We’ll see more of the “grasp and greet” where you clasp your hands together and place them over your heart to show warmth. We might find ourselves giving a thumbs up to accompany a smile that can’t be seen beneath our masks. I try to smile with my eyes but I don’t know if it’s working. I hope so.

Social Injustice

It’d be wishful to think that this pandemic will serve as a catalyst for us all to unite, for inclusiveness, but instead, class differences, racial division, and injustice may increase. Is it a coincidence that protests against systemic racism happened alongside the pandemic? Or is a heightened intolerance for intolerance somehow connected to the pandemic we’re going through?

Minorities and low-income groups have taken the hardest hit. Field workers picking broccoli in the Salinas Valley can’t afford to take so much as a half-day off of work. Social distancing is impossible and field workers travel to work packed into overcrowded vans. Front line service workers are bearing the brunt of COVID.

Estimates say a half billion people will be pushed into poverty. Systemic health disparities are glaringly exposed. Professionals can work from home, but day workers don’t have access to wi-fi or laptops. Telemedicine doesn’t benefit cyber have-nots.


Despite everything, I believe we are amazingly resilient and adaptable. In healthcare, we’ll change to be faster and more flexible.

We will see unheard-of advances in technology, in artificial intelligence. We have a deep resolve to live and thrive, and to live meaningfully.

I don't know what the future looks like, but I believe in us.

Specializes in Cardiology.

This is temporary. Eventually some things will loosen up. By then we should know more about the virus, have an effective treatment or cure. 

Specializes in Private Duty Pediatrics.
On 8/27/2020 at 8:06 AM, OUxPhys said:

This is temporary. Eventually some things will loosen up. By then we should know more about the virus, have an effective treatment or cure. 

I think it will take at least several years before things settle down. We will have to find a way to help people who are out of work; WPA? Job creation?Soup kitchens? Salvation Army?

I do think we will learn more about this virus, and we will find better treatments. I also hope, if we get infected and re-infected, that the illness will become milder.

Specializes in SCRN.

I think humanity has been thru worse, calling COVID " unimaginable" is an overstatement. Imagine black plague, smallpox and Spanish flu. There you go. The difference is we did not have social media to spread mass hysteria. 

Yes, it may take several years for some, some will never get over it. Go ahead and spray a can of Lysol around for as long as you wish. The response varies. I am not to sit at home, I will shake a person's hand, give them a hug and walk with them without a mask if that's what they want to do. It will not take me several years to get over this. I've had COVID due to work exposure. I am done with it.

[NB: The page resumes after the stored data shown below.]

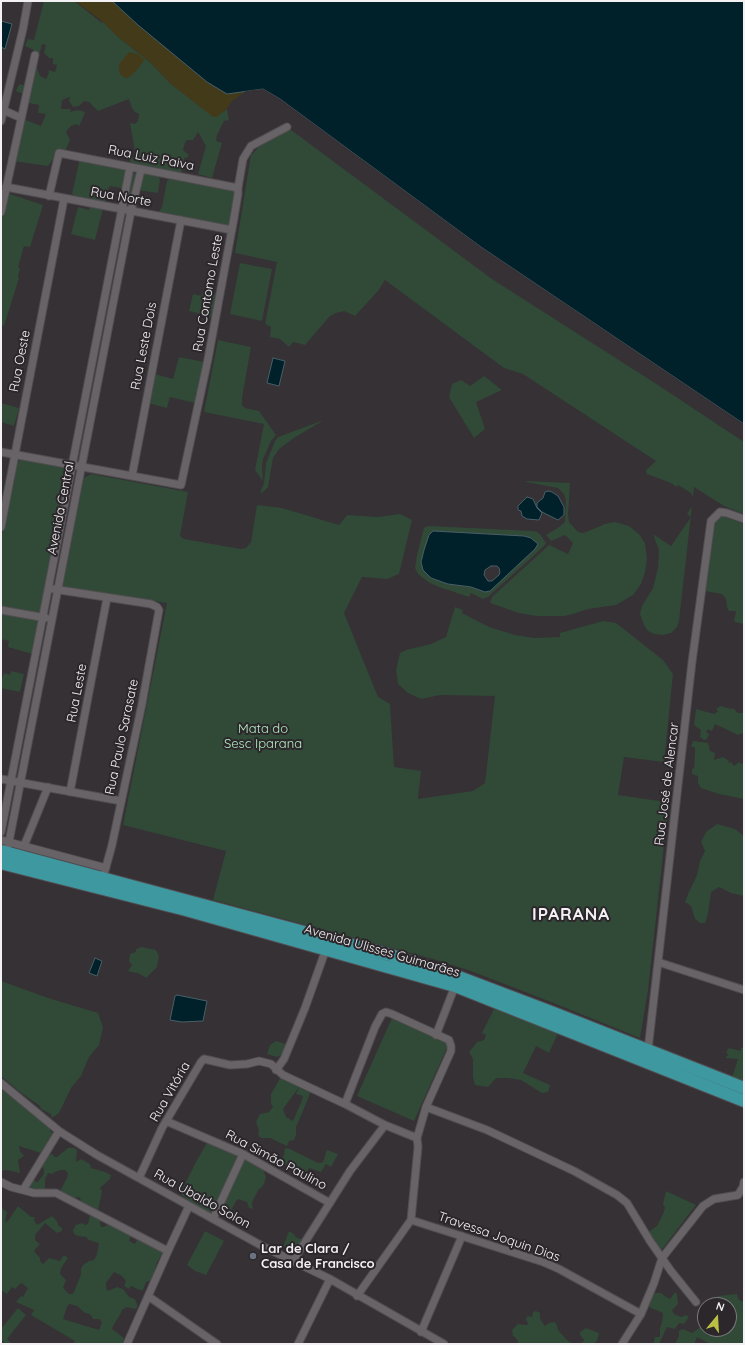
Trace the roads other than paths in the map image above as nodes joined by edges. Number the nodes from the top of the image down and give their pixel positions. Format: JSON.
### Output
{"nodes":[{"id":1,"x":28,"y":1,"type":"edge"},
{"id":2,"x":35,"y":55,"type":"dead end"},
{"id":3,"x":2,"y":109,"type":"edge"},
{"id":4,"x":21,"y":118,"type":"junction"},
{"id":5,"x":1,"y":121,"type":"edge"},
{"id":6,"x":287,"y":127,"type":"dead end"},
{"id":7,"x":130,"y":167,"type":"junction"},
{"id":8,"x":141,"y":170,"type":"junction"},
{"id":9,"x":6,"y":187,"type":"junction"},
{"id":10,"x":238,"y":188,"type":"junction"},
{"id":11,"x":49,"y":196,"type":"junction"},
{"id":12,"x":64,"y":199,"type":"junction"},
{"id":13,"x":122,"y":209,"type":"junction"},
{"id":14,"x":131,"y":211,"type":"junction"},
{"id":15,"x":1,"y":212,"type":"edge"},
{"id":16,"x":181,"y":220,"type":"junction"},
{"id":17,"x":232,"y":230,"type":"junction"},
{"id":18,"x":1,"y":452,"type":"edge"},
{"id":19,"x":14,"y":454,"type":"junction"},
{"id":20,"x":73,"y":465,"type":"junction"},
{"id":21,"x":82,"y":467,"type":"junction"},
{"id":22,"x":132,"y":476,"type":"junction"},
{"id":23,"x":744,"y":519,"type":"edge"},
{"id":24,"x":1,"y":527,"type":"edge"},
{"id":25,"x":48,"y":589,"type":"junction"},
{"id":26,"x":57,"y":590,"type":"junction"},
{"id":27,"x":107,"y":598,"type":"junction"},
{"id":28,"x":1,"y":610,"type":"edge"},
{"id":29,"x":42,"y":617,"type":"junction"},
{"id":30,"x":52,"y":619,"type":"junction"},
{"id":31,"x":19,"y":743,"type":"junction"},
{"id":32,"x":28,"y":745,"type":"junction"},
{"id":33,"x":1,"y":779,"type":"edge"},
{"id":34,"x":12,"y":781,"type":"junction"},
{"id":35,"x":21,"y":782,"type":"junction"},
{"id":36,"x":48,"y":787,"type":"junction"},
{"id":37,"x":70,"y":792,"type":"junction"},
{"id":38,"x":121,"y":801,"type":"junction"},
{"id":39,"x":1,"y":832,"type":"edge"},
{"id":40,"x":1,"y":840,"type":"edge"},
{"id":41,"x":24,"y":846,"type":"junction"},
{"id":42,"x":4,"y":852,"type":"edge"},
{"id":43,"x":44,"y":868,"type":"junction"},
{"id":44,"x":105,"y":873,"type":"junction"},
{"id":45,"x":326,"y":949,"type":"junction"},
{"id":46,"x":658,"y":962,"type":"junction"},
{"id":47,"x":456,"y":986,"type":"junction"},
{"id":48,"x":744,"y":990,"type":"edge"},
{"id":49,"x":436,"y":1034,"type":"junction"},
{"id":50,"x":648,"y":1050,"type":"junction"},
{"id":51,"x":276,"y":1070,"type":"junction"},
{"id":52,"x":704,"y":1072,"type":"junction"},
{"id":53,"x":1,"y":1084,"type":"edge"},
{"id":54,"x":699,"y":1084,"type":"junction"},
{"id":55,"x":744,"y":1088,"type":"edge"},
{"id":56,"x":744,"y":1101,"type":"edge"},
{"id":57,"x":345,"y":1104,"type":"junction"},
{"id":58,"x":426,"y":1107,"type":"junction"},
{"id":59,"x":166,"y":1121,"type":"junction"},
{"id":60,"x":385,"y":1125,"type":"junction"},
{"id":61,"x":59,"y":1131,"type":"junction"},
{"id":62,"x":417,"y":1138,"type":"junction"},
{"id":63,"x":243,"y":1154,"type":"junction"},
{"id":64,"x":138,"y":1178,"type":"junction"},
{"id":65,"x":1,"y":1182,"type":"edge"},
{"id":66,"x":744,"y":1182,"type":"edge"},
{"id":67,"x":24,"y":1190,"type":"junction"},
{"id":68,"x":330,"y":1203,"type":"junction"},
{"id":69,"x":189,"y":1206,"type":"junction"},
{"id":70,"x":213,"y":1219,"type":"junction"},
{"id":71,"x":411,"y":1220,"type":"junction"},
{"id":72,"x":462,"y":1236,"type":"junction"},
{"id":73,"x":168,"y":1251,"type":"junction"},
{"id":74,"x":662,"y":1258,"type":"junction"},
{"id":75,"x":294,"y":1261,"type":"junction"},
{"id":76,"x":330,"y":1280,"type":"junction"},
{"id":77,"x":148,"y":1296,"type":"junction"},
{"id":78,"x":358,"y":1296,"type":"junction"},
{"id":79,"x":696,"y":1302,"type":"dead end"},
{"id":80,"x":641,"y":1314,"type":"junction"},
{"id":81,"x":421,"y":1332,"type":"junction"},
{"id":82,"x":127,"y":1344,"type":"edge"},
{"id":83,"x":217,"y":1344,"type":"edge"},
{"id":84,"x":298,"y":1344,"type":"edge"},
{"id":85,"x":444,"y":1344,"type":"edge"},
{"id":86,"x":622,"y":1344,"type":"edge"}],
"edges":[{"from":1,"to":3,"type":"street"},
{"from":2,"to":4,"type":"street"},
{"from":3,"to":4,"type":"street"},
{"from":3,"to":5,"type":"street"},
{"from":4,"to":9,"type":"street"},
{"from":6,"to":10,"type":"street","name":"Rua Contomo Leste"},
{"from":7,"to":8,"type":"street","name":"Rua Luiz Paiva"},
{"from":7,"to":11,"type":"street","name":"Rua Luiz Paiva"},
{"from":7,"to":13,"type":"street","name":"Avenida Central"},
{"from":8,"to":10,"type":"street","name":"Rua Luiz Paiva"},
{"from":8,"to":14,"type":"street","name":"Avenida Central"},
{"from":9,"to":11,"type":"street","name":"Rua Norte"},
{"from":9,"to":15,"type":"street"},
{"from":10,"to":17,"type":"street","name":"Rua Contomo Leste"},
{"from":11,"to":12,"type":"street","name":"Rua Norte"},
{"from":12,"to":13,"type":"street","name":"Rua Norte"},
{"from":12,"to":19,"type":"street","name":"Rua Oeste"},
{"from":13,"to":14,"type":"street","name":"Rua Norte"},
{"from":13,"to":20,"type":"street","name":"Avenida Central"},
{"from":14,"to":16,"type":"street","name":"Rua Norte"},
{"from":14,"to":21,"type":"street","name":"Avenida Central"},
{"from":16,"to":17,"type":"street","name":"Rua Norte"},
{"from":16,"to":22,"type":"street","name":"Rua Leste Dois"},
{"from":17,"to":22,"type":"street","name":"Rua Contomo Leste"},
{"from":18,"to":19,"type":"street"},
{"from":19,"to":20,"type":"street"},
{"from":19,"to":24,"type":"street","name":"Rua Oeste"},
{"from":20,"to":21,"type":"street"},
{"from":20,"to":25,"type":"street","name":"Avenida Central"},
{"from":21,"to":22,"type":"street"},
{"from":21,"to":26,"type":"street","name":"Avenida Central"},
{"from":23,"to":46,"type":"street","name":"Rua José de Alencar"},
{"from":25,"to":26,"type":"street"},
{"from":25,"to":29,"type":"street","name":"Avenida Central"},
{"from":26,"to":27,"type":"street"},
{"from":26,"to":30,"type":"street","name":"Avenida Central"},
{"from":27,"to":37,"type":"street","name":"Rua Leste"},
{"from":27,"to":38,"type":"street","name":"Rua Paulo Sarasate"},
{"from":28,"to":29,"type":"street"},
{"from":29,"to":30,"type":"street"},
{"from":29,"to":31,"type":"street","name":"Avenida Central"},
{"from":30,"to":32,"type":"street","name":"Avenida Central"},
{"from":31,"to":32,"type":"street"},
{"from":31,"to":34,"type":"street","name":"Avenida Central"},
{"from":32,"to":35,"type":"street","name":"Avenida Central"},
{"from":33,"to":34,"type":"street"},
{"from":34,"to":35,"type":"street"},
{"from":34,"to":39,"type":"street","name":"Avenida Central"},
{"from":35,"to":36,"type":"street"},
{"from":35,"to":42,"type":"street","name":"Avenida Central"},
{"from":36,"to":37,"type":"street"},
{"from":36,"to":41,"type":"street"},
{"from":37,"to":38,"type":"street"},
{"from":38,"to":44,"type":"street","name":"Rua Paulo Sarasate"},
{"from":40,"to":42,"type":"street"},
{"from":41,"to":42,"type":"street"},
{"from":41,"to":44,"type":"street"},
{"from":42,"to":43,"type":"main road","name":"Avenida Ulisses Guimarães"},
{"from":43,"to":44,"type":"main road","name":"Avenida Ulisses Guimarães"},
{"from":43,"to":45,"type":"main road","name":"Avenida Ulisses Guimarães"},
{"from":44,"to":50,"type":"main road","name":"Avenida Ulisses Guimarães"},
{"from":45,"to":47,"type":"main road","name":"Avenida Ulisses Guimarães"},
{"from":45,"to":51,"type":"street"},
{"from":46,"to":48,"type":"street"},
{"from":46,"to":50,"type":"street","name":"Rua José de Alencar"},
{"from":47,"to":49,"type":"street"},
{"from":47,"to":54,"type":"main road","name":"Avenida Ulisses Guimarães"},
{"from":49,"to":57,"type":"street"},
{"from":49,"to":58,"type":"street"},
{"from":50,"to":52,"type":"main road","name":"Avenida Ulisses Guimarães"},
{"from":51,"to":57,"type":"street"},
{"from":51,"to":59,"type":"street","name":"Rua Vitória"},
{"from":52,"to":54,"type":"main road"},
{"from":52,"to":55,"type":"main road","name":"Avenida Ulisses Guimarães"},
{"from":53,"to":61,"type":"street","name":"Rua Ubaldo Solon"},
{"from":54,"to":56,"type":"main road","name":"Avenida Ulisses Guimarães"},
{"from":57,"to":60,"type":"street"},
{"from":58,"to":62,"type":"street"},
{"from":58,"to":74,"type":"street"},
{"from":59,"to":63,"type":"street","name":"Rua Simão Paulino"},
{"from":59,"to":64,"type":"street","name":"Rua Vitória"},
{"from":60,"to":62,"type":"street"},
{"from":60,"to":68,"type":"street"},
{"from":61,"to":64,"type":"street","name":"Rua Ubaldo Solon"},
{"from":61,"to":67,"type":"street"},
{"from":62,"to":71,"type":"street"},
{"from":63,"to":68,"type":"street","name":"Rua Simão Paulino"},
{"from":63,"to":70,"type":"street"},
{"from":64,"to":69,"type":"street","name":"Rua Ubaldo Solon"},
{"from":65,"to":67,"type":"street"},
{"from":66,"to":74,"type":"street"},
{"from":67,"to":73,"type":"street"},
{"from":68,"to":75,"type":"street"},
{"from":69,"to":70,"type":"street","name":"Rua Ubaldo Solon"},
{"from":69,"to":73,"type":"street"},
{"from":70,"to":75,"type":"street","name":"Rua Ubaldo Solon"},
{"from":71,"to":72,"type":"street","name":"Travessa Joquin Dias"},
{"from":71,"to":78,"type":"street"},
{"from":72,"to":80,"type":"street","name":"Travessa Joquin Dias"},
{"from":72,"to":81,"type":"street"},
{"from":73,"to":77,"type":"street"},
{"from":74,"to":79,"type":"street"},
{"from":74,"to":80,"type":"street"},
{"from":75,"to":76,"type":"street","name":"Rua Ubaldo Solon"},
{"from":76,"to":78,"type":"street","name":"Rua Ubaldo Solon"},
{"from":76,"to":84,"type":"street"},
{"from":77,"to":82,"type":"street"},
{"from":77,"to":83,"type":"street"},
{"from":78,"to":81,"type":"street","name":"Rua Ubaldo Solon"},
{"from":80,"to":86,"type":"street"},
{"from":81,"to":85,"type":"street","name":"Rua Ubaldo Solon"}]}
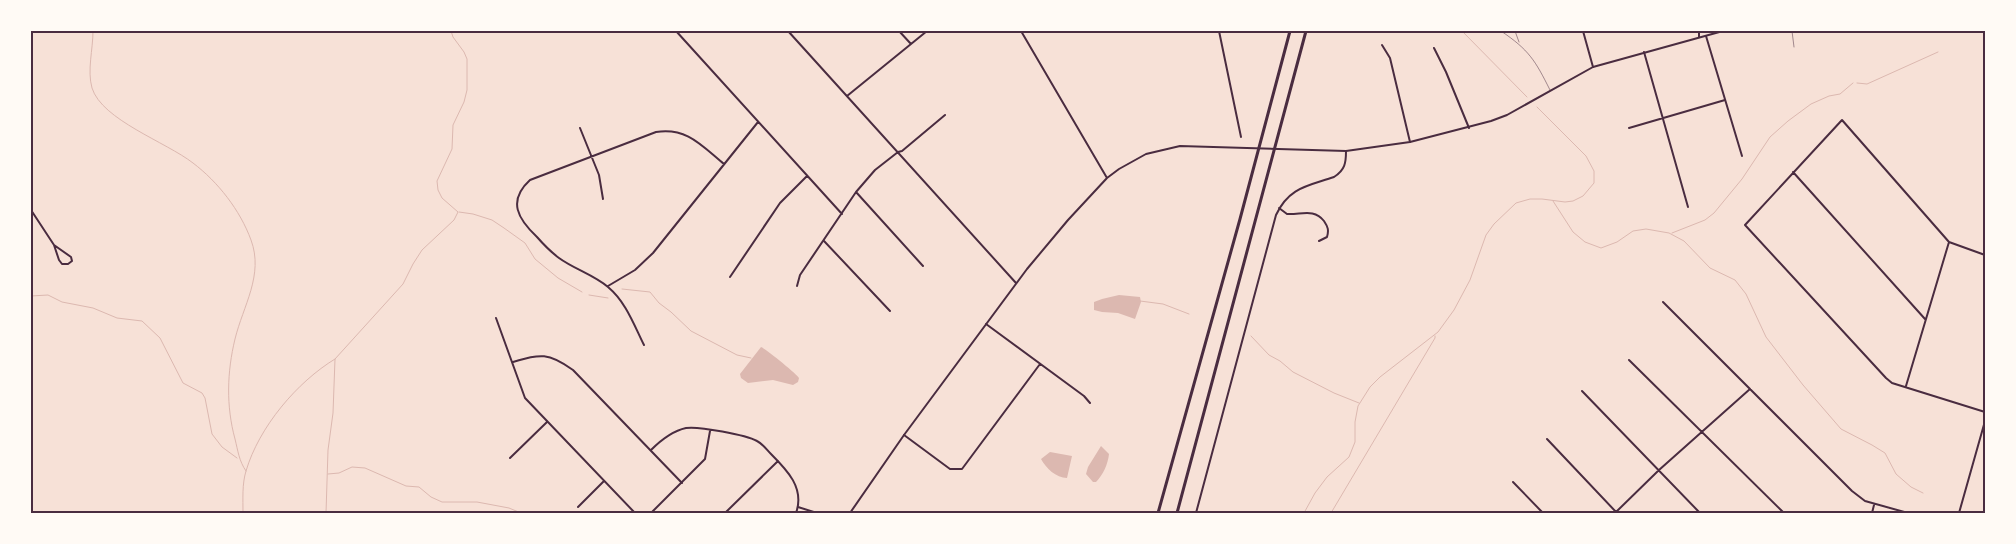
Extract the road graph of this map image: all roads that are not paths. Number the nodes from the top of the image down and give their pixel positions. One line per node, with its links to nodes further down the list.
1 (676, 31): 29 (street)
2 (788, 31): 25 (street)
3 (899, 31): 17 (street)
4 (927, 31): 17 (street)
5 (1021, 31): 42 (street)
6 (1219, 31): 33 (street)
7 (1290, 31): 96 (highway)
8 (1306, 31): 97 (highway)
9 (1500, 31): 18 (lane)
10 (1515, 31): 18 (lane)
11 (1583, 31): 23 (street)
12 (1699, 31): 16 (street)
13 (1723, 31): 15 (street)
14 (1792, 31): 20 (lane)
15 (1706, 36): 16 (street); 26 (street)
16 (1699, 38): 22 (street)
17 (911, 44): 25 (street)
18 (1520, 44): 24 (lane)
19 (1382, 45): 34 (street)
20 (1794, 47)
21 (1434, 48): 31 (street)
22 (1644, 52): 23 (street); 28 (street)
23 (1593, 67): 24 (street)
24 (1550, 90): 31 (street)
25 (846, 97): 36 (street)
26 (1725, 100): 28 (street); 37 (street)
27 (945, 115): 36 (street)
28 (1663, 119): 32 (street); 45 (street)
29 (758, 122): 39 (street); 41 (street)
30 (580, 128): 38 (street)
31 (1469, 128): 34 (street)
32 (1629, 128)
33 (1241, 137)
34 (1410, 142): 35 (street)
35 (1346, 151): 42 (street); 46 (street)
36 (898, 152): 43 (street); 56 (street)
37 (1742, 156)
38 (592, 157): 39 (street); 44 (street); 57 (street)
39 (724, 164): 57 (street)
40 (1793, 172): 51 (street); 62 (street); 68 (street)
41 (807, 176): 48 (street); 55 (street)
42 (1107, 178): 56 (street)
43 (856, 192): 48 (street); 54 (street)
44 (603, 199)
45 (1688, 207)
46 (1279, 208): 50 (street); 98 (street)
47 (31, 210): 52 (street)
48 (842, 214): 49 (street)
49 (824, 241): 58 (street); 60 (street)
50 (1319, 241)
51 (1949, 242): 53 (street); 62 (street)
52 (54, 245): 52 (street)
53 (1985, 255)
54 (923, 266)
55 (730, 277)
56 (1016, 284): 63 (street)
57 (608, 286): 64 (street)
58 (798, 286)
59 (1663, 302): 69 (street)
60 (890, 310)
61 (496, 318): 66 (street)
62 (1925, 319): 68 (street)
63 (986, 324): 67 (street); 77 (street)
64 (644, 345)
65 (1629, 360): 76 (street)
66 (513, 362): 74 (street); 79 (street)
67 (1040, 364): 71 (street); 77 (street)
68 (1906, 387): 72 (street)
69 (1750, 389): 76 (street); 86 (street)
70 (1582, 391): 82 (street)
71 (1090, 403)
72 (1985, 412)
73 (1985, 421): 104 (street)
74 (547, 422): 80 (street); 83 (street)
75 (710, 431): 79 (street); 81 (street); 85 (street)
76 (1702, 434): 82 (street); 101 (street)
77 (904, 435): 95 (street)
78 (1547, 439): 89 (street)
79 (650, 450): 85 (street)
80 (510, 458)
81 (778, 461): 88 (street); 92 (street)
82 (1659, 470): 89 (street); 100 (street)
83 (604, 481): 87 (street); 90 (street)
84 (1513, 482): 99 (street)
85 (682, 483): 91 (street)
86 (1874, 505): 102 (street); 103 (street)
87 (578, 507)
88 (798, 507): 93 (street); 94 (street)
89 (1616, 512)
90 (635, 513)
91 (651, 513)
92 (725, 513)
93 (796, 513)
94 (817, 513)
95 (850, 513)
96 (1158, 513)
97 (1177, 513)
98 (1196, 513)
99 (1543, 513)
100 (1700, 513)
101 (1784, 513)
102 (1872, 513)
103 (1908, 513)
104 (1959, 513)

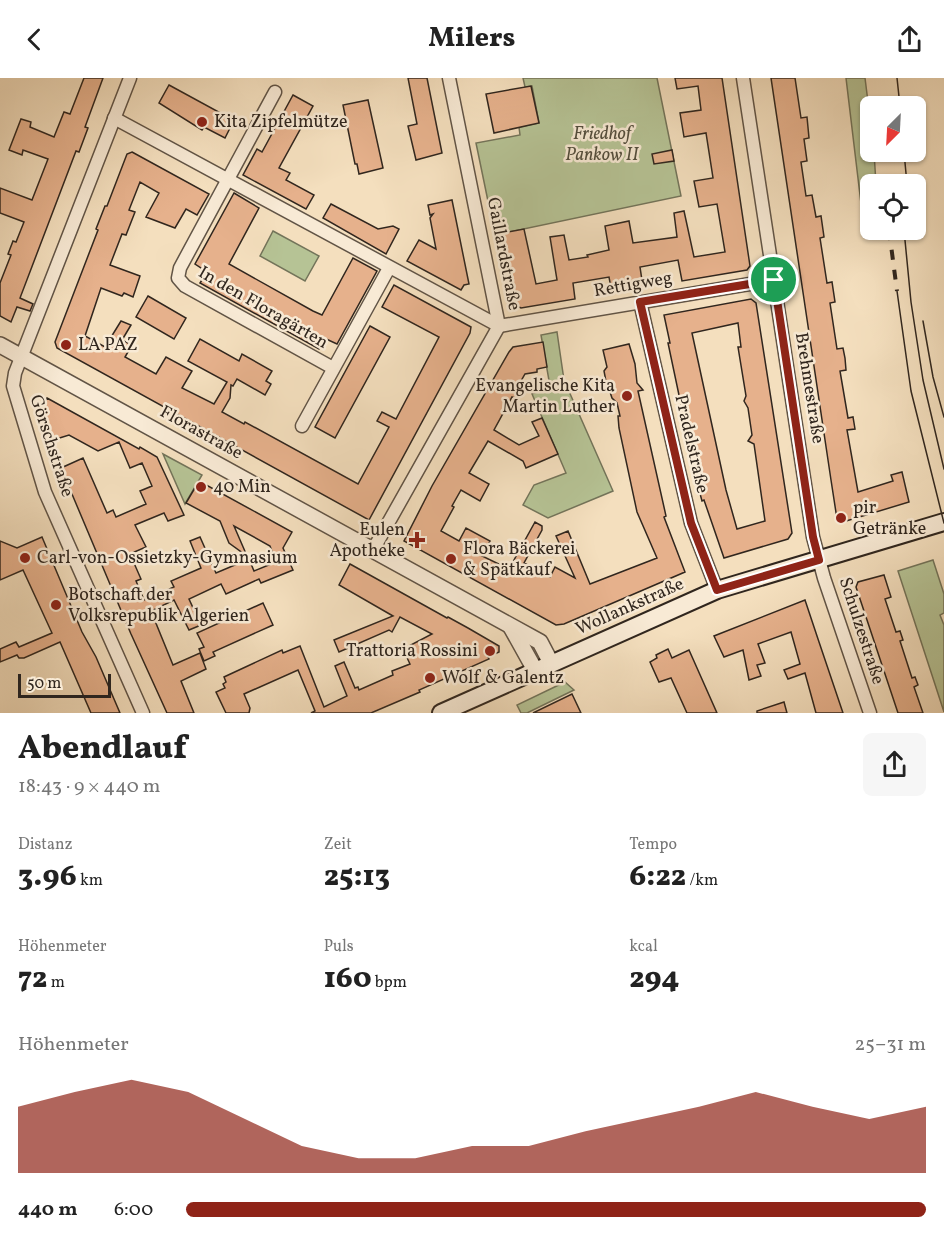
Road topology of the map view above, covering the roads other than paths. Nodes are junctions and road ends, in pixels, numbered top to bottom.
1 (130, 78) edge
2 (449, 78) edge
3 (743, 78) edge
4 (275, 92) dead end
5 (114, 118) junction
6 (229, 180) junction
7 (389, 267) junction
8 (774, 280) junction
9 (640, 302) junction
10 (499, 326) junction
11 (0, 345) edge
12 (21, 357) junction
13 (333, 368) junction
14 (302, 426) dead end
15 (944, 522) edge
16 (373, 550) junction
17 (819, 560) junction
18 (717, 590) junction
19 (509, 624) junction
20 (551, 663) junction
21 (536, 670) junction
22 (143, 713) edge
23 (441, 713) edge
24 (870, 713) edge

1 - 5 street, Görschstraße
2 - 10 street, Gaillardstraße
3 - 8 street, Brehmestraße
4 - 6 street, In den Floragärten
5 - 6 street
5 - 12 street, Görschstraße
6 - 7 street
6 - 13 street, In den Floragärten
7 - 10 street
7 - 13 street, In den Floragärten
8 - 9 street, Rettigweg
8 - 17 street, Brehmestraße
9 - 10 street, Rettigweg
9 - 18 street, Pradelstraße
10 - 16 street, Gaillardstraße
11 - 12 street, Florastraße
12 - 16 street, Florastraße
12 - 22 street, Görschstraße
13 - 14 street, In den Floragärten
15 - 17 main road, Wollankstraße
16 - 19 street, Florastraße
17 - 18 main road, Wollankstraße
17 - 24 street, Schulzestraße
18 - 20 main road, Wollankstraße
19 - 20 street, Florastraße
19 - 21 street
20 - 21 main road, Wollankstraße
21 - 23 main road, Wollankstraße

Specializes in Tele, ICU, Staff Development.
11 hours ago, RN-to- BSN said:

I think humanity has been thru worse, calling COVID " unimaginable" is an overstatement. Imagine black plague, smallpox and Spanish flu. There you go. The difference is we did not have social media to spread mass hysteria. 


 Restaurants closed, military  tents in front of hospitals, schools closed, no NFL, lines to enter stores, daily counts of death...yes, unimaginable to me outside of a science fiction novel or history book.